Material provided |

====================

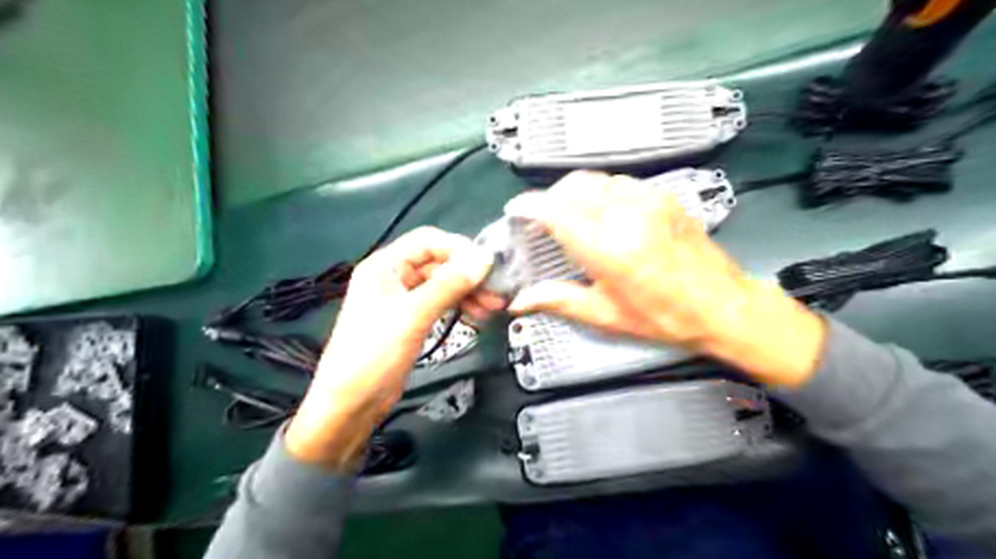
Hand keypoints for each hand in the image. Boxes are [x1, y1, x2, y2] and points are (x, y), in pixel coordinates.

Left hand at [289, 226, 506, 465]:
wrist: (351, 403)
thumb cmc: (374, 353)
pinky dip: (459, 307)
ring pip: (442, 285)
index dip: (459, 248)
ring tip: (493, 307)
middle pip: (438, 263)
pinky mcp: (411, 320)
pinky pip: (440, 304)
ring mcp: (403, 300)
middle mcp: (394, 277)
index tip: (487, 265)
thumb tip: (484, 258)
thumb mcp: (413, 315)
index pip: (428, 241)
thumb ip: (449, 284)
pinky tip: (478, 316)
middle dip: (468, 275)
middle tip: (496, 291)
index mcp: (385, 265)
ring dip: (468, 292)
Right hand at [507, 172, 825, 386]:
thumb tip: (520, 301)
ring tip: (568, 216)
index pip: (556, 211)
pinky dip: (598, 191)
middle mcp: (627, 216)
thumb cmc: (665, 317)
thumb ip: (558, 300)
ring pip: (594, 179)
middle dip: (548, 199)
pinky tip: (600, 212)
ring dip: (572, 193)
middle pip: (572, 187)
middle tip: (540, 220)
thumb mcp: (606, 315)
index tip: (515, 211)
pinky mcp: (663, 196)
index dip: (529, 206)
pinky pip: (618, 182)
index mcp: (609, 249)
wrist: (723, 305)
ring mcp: (648, 201)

====================

Task to complete | From the material above, please return each line containing "hand".

Answer space |
Hand keypoints for each hand in the image. Boxes are [x1, y1, x2, y2] and points are (x, y), in pixel coordinates.
Left hand at [289, 226, 506, 465]:
Right hand at [507, 172, 825, 386]:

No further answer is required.